> **Description of the task**: Return, word for word, the lines of the listing below from the one with "thumb ip: (904, 673)" through the one with "thumb tip: (1130, 932)", and no other lines.

> **Records for the exercise**:
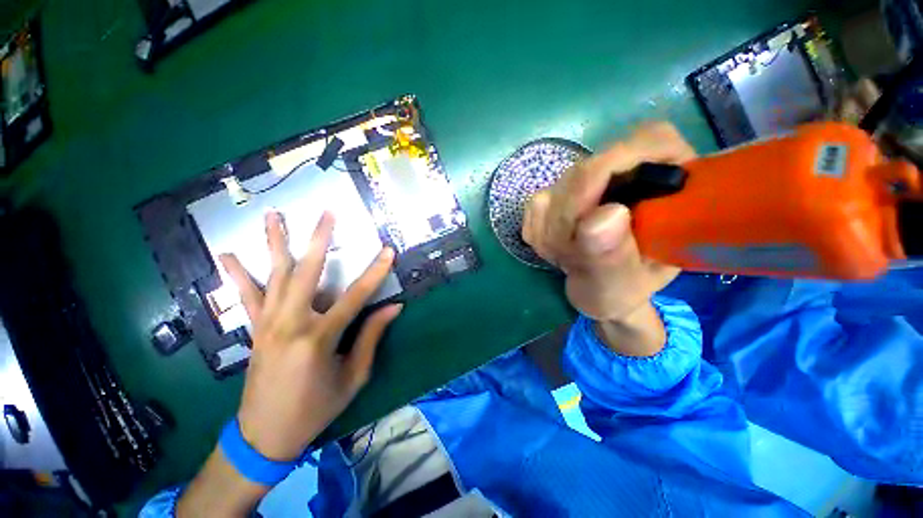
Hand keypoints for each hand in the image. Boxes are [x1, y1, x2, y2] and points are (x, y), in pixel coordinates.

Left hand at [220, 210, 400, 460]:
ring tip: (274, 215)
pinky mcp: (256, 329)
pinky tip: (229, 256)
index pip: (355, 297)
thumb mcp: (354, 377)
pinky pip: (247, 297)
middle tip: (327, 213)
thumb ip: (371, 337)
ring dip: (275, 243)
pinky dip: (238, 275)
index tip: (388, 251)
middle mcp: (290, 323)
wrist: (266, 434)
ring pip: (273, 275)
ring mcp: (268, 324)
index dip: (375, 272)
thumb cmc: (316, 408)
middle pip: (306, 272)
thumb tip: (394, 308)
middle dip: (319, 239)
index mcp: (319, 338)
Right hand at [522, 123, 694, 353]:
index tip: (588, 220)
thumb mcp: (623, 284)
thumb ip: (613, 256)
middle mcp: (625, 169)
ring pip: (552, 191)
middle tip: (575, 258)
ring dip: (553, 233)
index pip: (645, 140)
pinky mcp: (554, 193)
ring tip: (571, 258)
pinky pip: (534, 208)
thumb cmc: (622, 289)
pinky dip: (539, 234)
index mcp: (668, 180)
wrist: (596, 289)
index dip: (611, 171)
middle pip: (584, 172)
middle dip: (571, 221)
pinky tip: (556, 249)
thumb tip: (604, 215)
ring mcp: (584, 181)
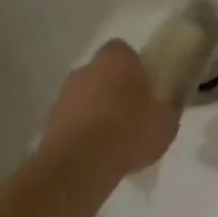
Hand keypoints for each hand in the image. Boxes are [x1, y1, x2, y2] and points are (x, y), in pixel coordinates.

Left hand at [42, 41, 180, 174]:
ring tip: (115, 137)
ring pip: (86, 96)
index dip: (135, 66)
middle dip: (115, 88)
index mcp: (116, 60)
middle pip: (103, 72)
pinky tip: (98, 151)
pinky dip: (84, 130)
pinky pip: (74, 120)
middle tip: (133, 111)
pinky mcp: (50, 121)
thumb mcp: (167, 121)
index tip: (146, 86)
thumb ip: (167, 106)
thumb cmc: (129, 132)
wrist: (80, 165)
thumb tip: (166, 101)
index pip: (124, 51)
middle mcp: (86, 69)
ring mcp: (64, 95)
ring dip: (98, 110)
--
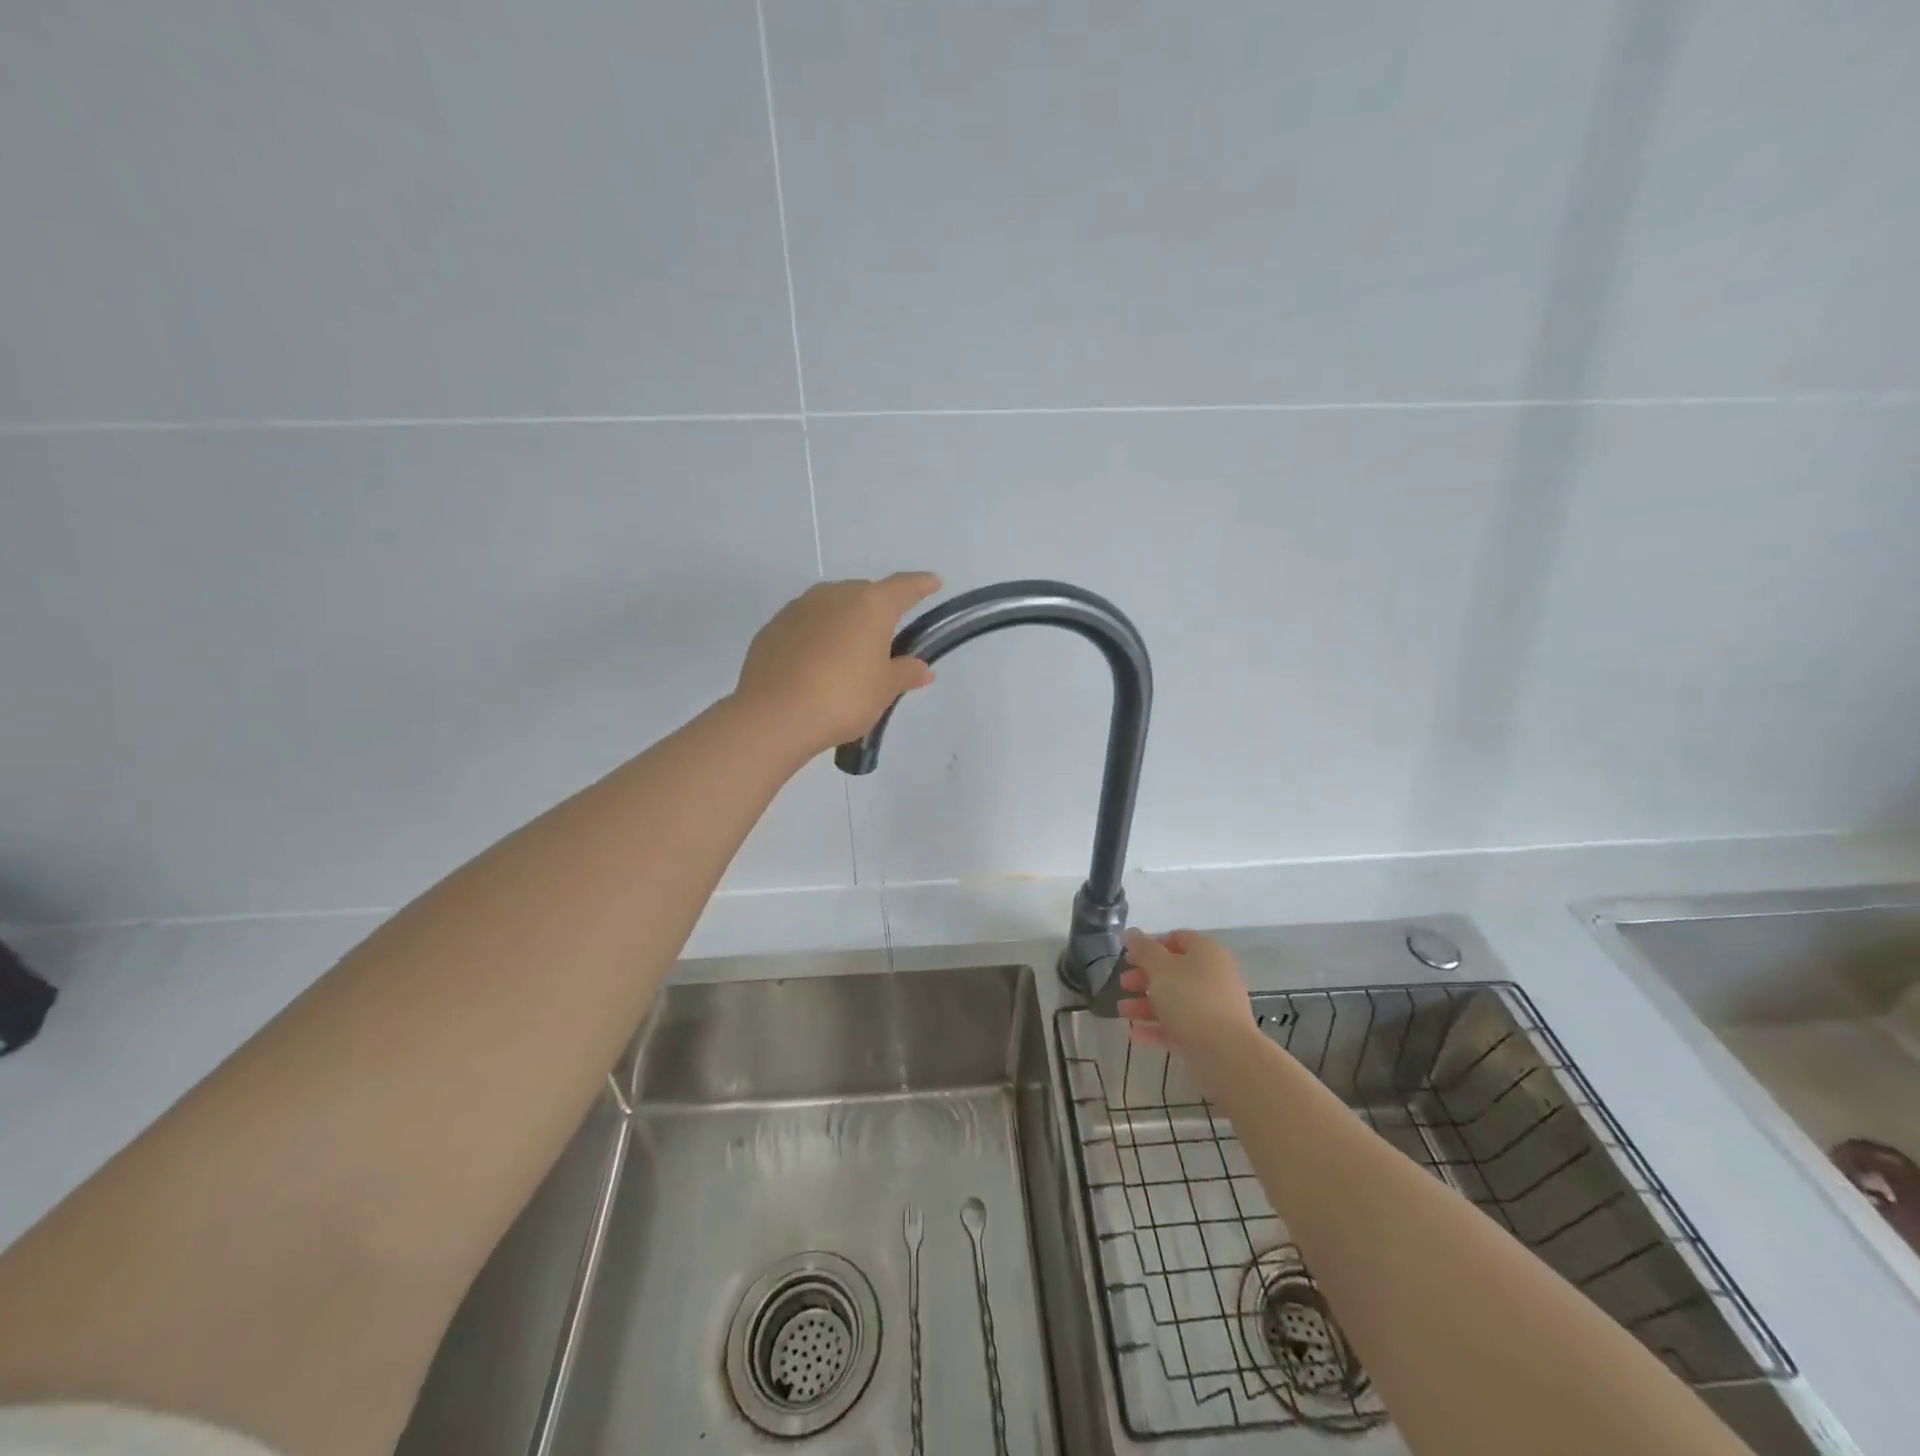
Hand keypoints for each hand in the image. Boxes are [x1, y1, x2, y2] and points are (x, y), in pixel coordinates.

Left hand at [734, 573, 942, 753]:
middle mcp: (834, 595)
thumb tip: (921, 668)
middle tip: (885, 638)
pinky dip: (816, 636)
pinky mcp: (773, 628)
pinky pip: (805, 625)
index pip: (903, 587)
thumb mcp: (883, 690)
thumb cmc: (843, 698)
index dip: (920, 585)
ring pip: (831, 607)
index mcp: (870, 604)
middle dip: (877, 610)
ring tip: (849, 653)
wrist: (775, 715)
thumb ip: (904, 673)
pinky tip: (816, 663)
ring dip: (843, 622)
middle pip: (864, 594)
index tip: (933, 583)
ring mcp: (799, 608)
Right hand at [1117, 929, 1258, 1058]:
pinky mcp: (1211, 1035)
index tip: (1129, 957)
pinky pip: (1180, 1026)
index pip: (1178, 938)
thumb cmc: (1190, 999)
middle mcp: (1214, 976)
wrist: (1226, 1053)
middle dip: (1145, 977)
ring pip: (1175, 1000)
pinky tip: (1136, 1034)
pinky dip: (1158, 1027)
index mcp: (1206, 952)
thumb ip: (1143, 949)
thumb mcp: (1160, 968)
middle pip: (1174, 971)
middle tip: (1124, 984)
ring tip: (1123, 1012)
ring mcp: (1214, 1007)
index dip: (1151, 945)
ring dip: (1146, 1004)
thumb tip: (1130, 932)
* * *
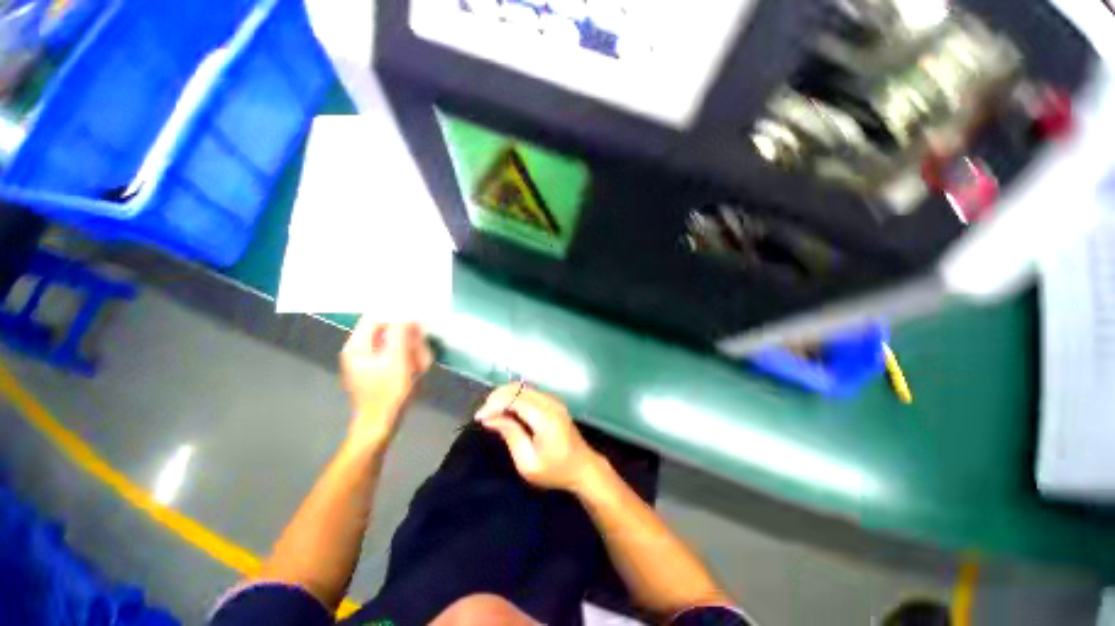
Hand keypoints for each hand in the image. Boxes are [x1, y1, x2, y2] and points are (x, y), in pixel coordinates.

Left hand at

> **Answer section**:
thumb ip: (904, 673)
pinky tip: (816, 663)
ring dip: (843, 622)
middle pip: (864, 594)
index tip: (933, 583)
ring mcp: (799, 608)
Right hand at [1117, 929, 1258, 1058]:
pinky mcp: (1211, 1035)
index tip: (1129, 957)
pinky pip: (1180, 1026)
index pip: (1178, 938)
thumb cmc: (1190, 999)
middle mcp: (1214, 976)
wrist: (1226, 1053)
middle dip: (1145, 977)
ring pip: (1175, 1000)
pinky tip: (1136, 1034)
pinky dip: (1158, 1027)
index mcp: (1206, 952)
thumb ip: (1143, 949)
thumb mcp: (1160, 968)
middle pip: (1174, 971)
middle tip: (1124, 984)
ring tip: (1123, 1012)
ring mcp: (1214, 1007)
index dip: (1151, 945)
ring dip: (1146, 1004)
thumb tip: (1130, 932)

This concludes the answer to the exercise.